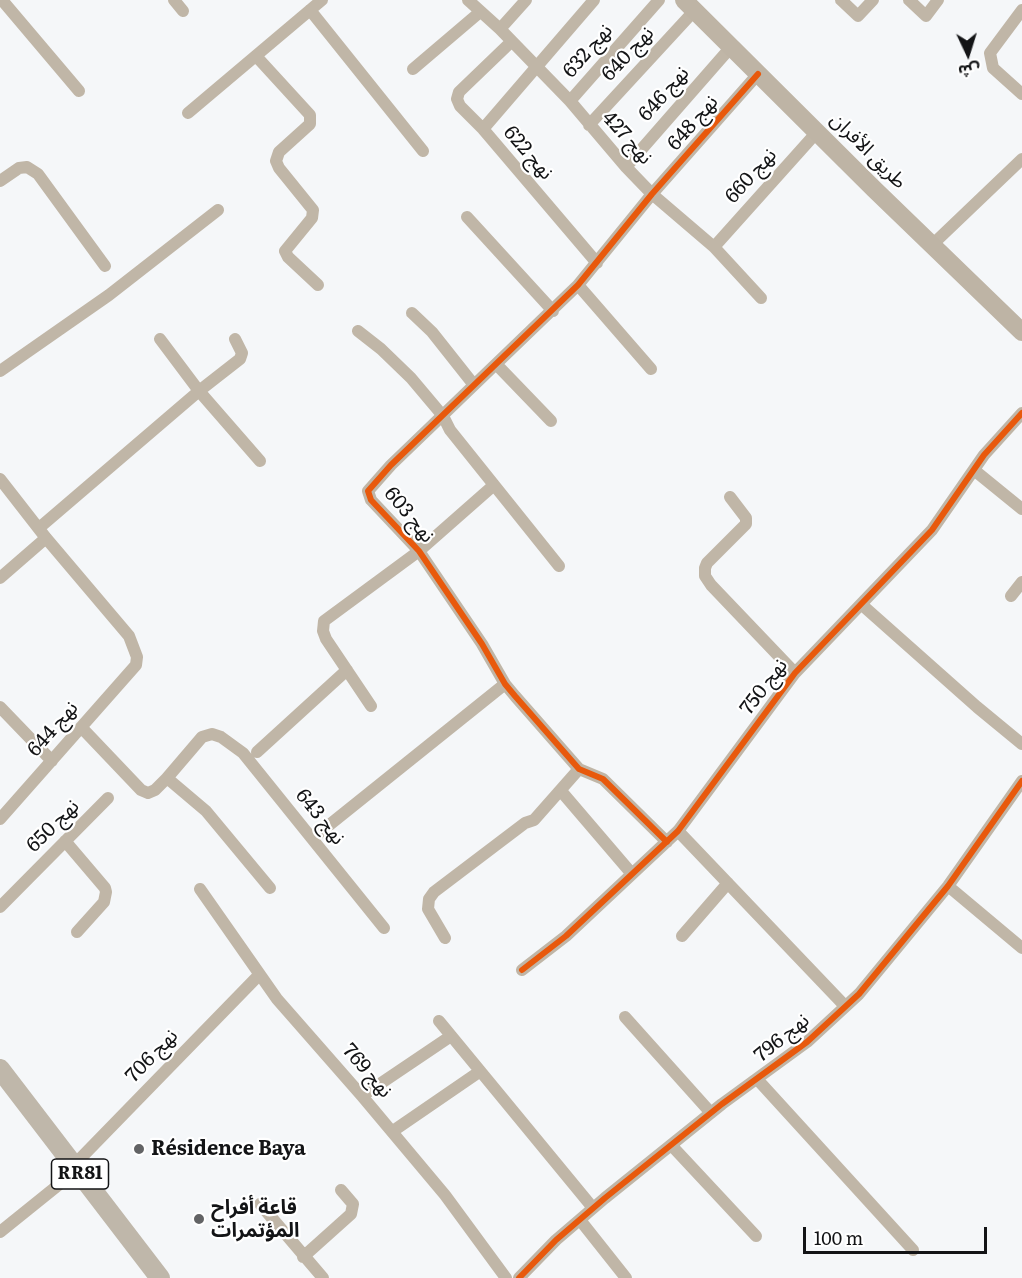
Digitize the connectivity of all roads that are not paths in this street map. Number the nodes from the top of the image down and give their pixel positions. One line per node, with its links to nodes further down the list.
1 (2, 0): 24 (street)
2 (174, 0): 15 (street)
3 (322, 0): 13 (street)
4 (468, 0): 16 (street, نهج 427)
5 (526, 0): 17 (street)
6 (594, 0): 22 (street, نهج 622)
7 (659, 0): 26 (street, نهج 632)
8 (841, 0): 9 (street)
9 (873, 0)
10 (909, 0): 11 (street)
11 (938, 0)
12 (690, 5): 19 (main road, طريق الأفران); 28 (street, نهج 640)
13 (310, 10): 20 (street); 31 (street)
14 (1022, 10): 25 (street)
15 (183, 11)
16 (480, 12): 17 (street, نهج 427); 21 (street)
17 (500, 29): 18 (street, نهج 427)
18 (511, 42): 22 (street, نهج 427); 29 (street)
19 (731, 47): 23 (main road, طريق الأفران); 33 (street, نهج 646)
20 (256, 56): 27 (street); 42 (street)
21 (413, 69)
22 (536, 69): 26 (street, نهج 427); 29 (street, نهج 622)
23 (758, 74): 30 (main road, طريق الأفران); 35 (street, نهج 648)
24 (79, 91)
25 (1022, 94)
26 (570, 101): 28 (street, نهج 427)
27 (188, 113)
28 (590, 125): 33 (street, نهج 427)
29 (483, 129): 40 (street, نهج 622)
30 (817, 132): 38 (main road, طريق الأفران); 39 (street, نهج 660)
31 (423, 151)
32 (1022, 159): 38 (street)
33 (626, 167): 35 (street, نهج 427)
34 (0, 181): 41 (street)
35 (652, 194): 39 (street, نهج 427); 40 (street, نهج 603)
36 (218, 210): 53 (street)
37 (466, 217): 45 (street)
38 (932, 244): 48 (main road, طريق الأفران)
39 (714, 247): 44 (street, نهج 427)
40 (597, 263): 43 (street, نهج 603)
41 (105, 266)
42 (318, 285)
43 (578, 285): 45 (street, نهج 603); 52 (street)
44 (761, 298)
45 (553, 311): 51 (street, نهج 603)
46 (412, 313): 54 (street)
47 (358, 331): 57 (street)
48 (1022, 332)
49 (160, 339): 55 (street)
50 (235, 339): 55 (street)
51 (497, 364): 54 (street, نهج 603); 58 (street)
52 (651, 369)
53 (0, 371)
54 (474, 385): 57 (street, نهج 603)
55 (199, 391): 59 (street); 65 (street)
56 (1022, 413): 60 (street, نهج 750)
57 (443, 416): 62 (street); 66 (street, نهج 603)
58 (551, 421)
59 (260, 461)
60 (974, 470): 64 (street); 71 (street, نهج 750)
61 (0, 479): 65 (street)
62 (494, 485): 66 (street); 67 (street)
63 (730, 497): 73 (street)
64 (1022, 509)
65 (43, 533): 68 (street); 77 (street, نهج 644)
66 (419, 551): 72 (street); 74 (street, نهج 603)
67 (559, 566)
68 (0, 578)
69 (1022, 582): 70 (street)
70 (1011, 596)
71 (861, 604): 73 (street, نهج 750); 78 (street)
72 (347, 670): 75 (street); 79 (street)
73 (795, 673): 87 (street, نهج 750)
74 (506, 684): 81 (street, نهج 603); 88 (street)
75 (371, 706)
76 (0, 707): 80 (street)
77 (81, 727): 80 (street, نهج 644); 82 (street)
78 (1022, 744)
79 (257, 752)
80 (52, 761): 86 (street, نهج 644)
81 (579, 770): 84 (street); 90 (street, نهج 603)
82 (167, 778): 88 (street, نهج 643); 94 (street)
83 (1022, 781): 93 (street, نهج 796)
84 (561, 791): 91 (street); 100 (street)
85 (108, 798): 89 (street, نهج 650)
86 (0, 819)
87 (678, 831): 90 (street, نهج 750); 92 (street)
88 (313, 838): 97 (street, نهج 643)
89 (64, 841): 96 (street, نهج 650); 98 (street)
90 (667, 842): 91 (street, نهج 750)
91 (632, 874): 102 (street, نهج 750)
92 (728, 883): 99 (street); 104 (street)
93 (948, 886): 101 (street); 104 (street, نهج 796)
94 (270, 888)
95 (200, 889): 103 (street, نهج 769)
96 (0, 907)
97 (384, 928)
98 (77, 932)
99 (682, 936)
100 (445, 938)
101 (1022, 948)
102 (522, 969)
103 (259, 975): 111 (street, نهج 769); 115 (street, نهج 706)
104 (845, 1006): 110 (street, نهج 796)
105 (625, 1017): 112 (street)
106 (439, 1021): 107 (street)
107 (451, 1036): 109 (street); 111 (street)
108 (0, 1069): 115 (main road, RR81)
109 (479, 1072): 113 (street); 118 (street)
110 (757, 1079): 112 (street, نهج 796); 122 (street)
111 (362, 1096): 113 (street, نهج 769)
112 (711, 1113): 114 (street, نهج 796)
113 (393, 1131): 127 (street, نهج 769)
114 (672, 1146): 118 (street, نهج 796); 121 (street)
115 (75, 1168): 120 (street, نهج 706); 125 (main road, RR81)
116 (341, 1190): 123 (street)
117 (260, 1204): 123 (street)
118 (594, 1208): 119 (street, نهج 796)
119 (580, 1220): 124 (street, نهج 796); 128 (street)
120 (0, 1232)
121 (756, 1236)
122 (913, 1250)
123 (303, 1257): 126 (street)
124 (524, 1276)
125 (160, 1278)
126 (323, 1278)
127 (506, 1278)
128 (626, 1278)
──────────
**YOUR OBJECTIVE**
Write down all the entries exactly, but not the pictures they hold.

**THE ANSWER**
Digitize the connectivity of all roads that are not paths in this street map. Number the nodes from the top of the image down and give their pixel positions. One line per node, with its links to nodes further down the list.
1 (2, 0): 24 (street)
2 (174, 0): 15 (street)
3 (322, 0): 13 (street)
4 (468, 0): 16 (street, نهج 427)
5 (526, 0): 17 (street)
6 (594, 0): 22 (street, نهج 622)
7 (659, 0): 26 (street, نهج 632)
8 (841, 0): 9 (street)
9 (873, 0)
10 (909, 0): 11 (street)
11 (938, 0)
12 (690, 5): 19 (main road, طريق الأفران); 28 (street, نهج 640)
13 (310, 10): 20 (street); 31 (street)
14 (1022, 10): 25 (street)
15 (183, 11)
16 (480, 12): 17 (street, نهج 427); 21 (street)
17 (500, 29): 18 (street, نهج 427)
18 (511, 42): 22 (street, نهج 427); 29 (street)
19 (731, 47): 23 (main road, طريق الأفران); 33 (street, نهج 646)
20 (256, 56): 27 (street); 42 (street)
21 (413, 69)
22 (536, 69): 26 (street, نهج 427); 29 (street, نهج 622)
23 (758, 74): 30 (main road, طريق الأفران); 35 (street, نهج 648)
24 (79, 91)
25 (1022, 94)
26 (570, 101): 28 (street, نهج 427)
27 (188, 113)
28 (590, 125): 33 (street, نهج 427)
29 (483, 129): 40 (street, نهج 622)
30 (817, 132): 38 (main road, طريق الأفران); 39 (street, نهج 660)
31 (423, 151)
32 (1022, 159): 38 (street)
33 (626, 167): 35 (street, نهج 427)
34 (0, 181): 41 (street)
35 (652, 194): 39 (street, نهج 427); 40 (street, نهج 603)
36 (218, 210): 53 (street)
37 (466, 217): 45 (street)
38 (932, 244): 48 (main road, طريق الأفران)
39 (714, 247): 44 (street, نهج 427)
40 (597, 263): 43 (street, نهج 603)
41 (105, 266)
42 (318, 285)
43 (578, 285): 45 (street, نهج 603); 52 (street)
44 (761, 298)
45 (553, 311): 51 (street, نهج 603)
46 (412, 313): 54 (street)
47 (358, 331): 57 (street)
48 (1022, 332)
49 (160, 339): 55 (street)
50 (235, 339): 55 (street)
51 (497, 364): 54 (street, نهج 603); 58 (street)
52 (651, 369)
53 (0, 371)
54 (474, 385): 57 (street, نهج 603)
55 (199, 391): 59 (street); 65 (street)
56 (1022, 413): 60 (street, نهج 750)
57 (443, 416): 62 (street); 66 (street, نهج 603)
58 (551, 421)
59 (260, 461)
60 (974, 470): 64 (street); 71 (street, نهج 750)
61 (0, 479): 65 (street)
62 (494, 485): 66 (street); 67 (street)
63 (730, 497): 73 (street)
64 (1022, 509)
65 (43, 533): 68 (street); 77 (street, نهج 644)
66 (419, 551): 72 (street); 74 (street, نهج 603)
67 (559, 566)
68 (0, 578)
69 (1022, 582): 70 (street)
70 (1011, 596)
71 (861, 604): 73 (street, نهج 750); 78 (street)
72 (347, 670): 75 (street); 79 (street)
73 (795, 673): 87 (street, نهج 750)
74 (506, 684): 81 (street, نهج 603); 88 (street)
75 (371, 706)
76 (0, 707): 80 (street)
77 (81, 727): 80 (street, نهج 644); 82 (street)
78 (1022, 744)
79 (257, 752)
80 (52, 761): 86 (street, نهج 644)
81 (579, 770): 84 (street); 90 (street, نهج 603)
82 (167, 778): 88 (street, نهج 643); 94 (street)
83 (1022, 781): 93 (street, نهج 796)
84 (561, 791): 91 (street); 100 (street)
85 (108, 798): 89 (street, نهج 650)
86 (0, 819)
87 (678, 831): 90 (street, نهج 750); 92 (street)
88 (313, 838): 97 (street, نهج 643)
89 (64, 841): 96 (street, نهج 650); 98 (street)
90 (667, 842): 91 (street, نهج 750)
91 (632, 874): 102 (street, نهج 750)
92 (728, 883): 99 (street); 104 (street)
93 (948, 886): 101 (street); 104 (street, نهج 796)
94 (270, 888)
95 (200, 889): 103 (street, نهج 769)
96 (0, 907)
97 (384, 928)
98 (77, 932)
99 (682, 936)
100 (445, 938)
101 (1022, 948)
102 (522, 969)
103 (259, 975): 111 (street, نهج 769); 115 (street, نهج 706)
104 (845, 1006): 110 (street, نهج 796)
105 (625, 1017): 112 (street)
106 (439, 1021): 107 (street)
107 (451, 1036): 109 (street); 111 (street)
108 (0, 1069): 115 (main road, RR81)
109 (479, 1072): 113 (street); 118 (street)
110 (757, 1079): 112 (street, نهج 796); 122 (street)
111 (362, 1096): 113 (street, نهج 769)
112 (711, 1113): 114 (street, نهج 796)
113 (393, 1131): 127 (street, نهج 769)
114 (672, 1146): 118 (street, نهج 796); 121 (street)
115 (75, 1168): 120 (street, نهج 706); 125 (main road, RR81)
116 (341, 1190): 123 (street)
117 (260, 1204): 123 (street)
118 (594, 1208): 119 (street, نهج 796)
119 (580, 1220): 124 (street, نهج 796); 128 (street)
120 (0, 1232)
121 (756, 1236)
122 (913, 1250)
123 (303, 1257): 126 (street)
124 (524, 1276)
125 (160, 1278)
126 (323, 1278)
127 (506, 1278)
128 (626, 1278)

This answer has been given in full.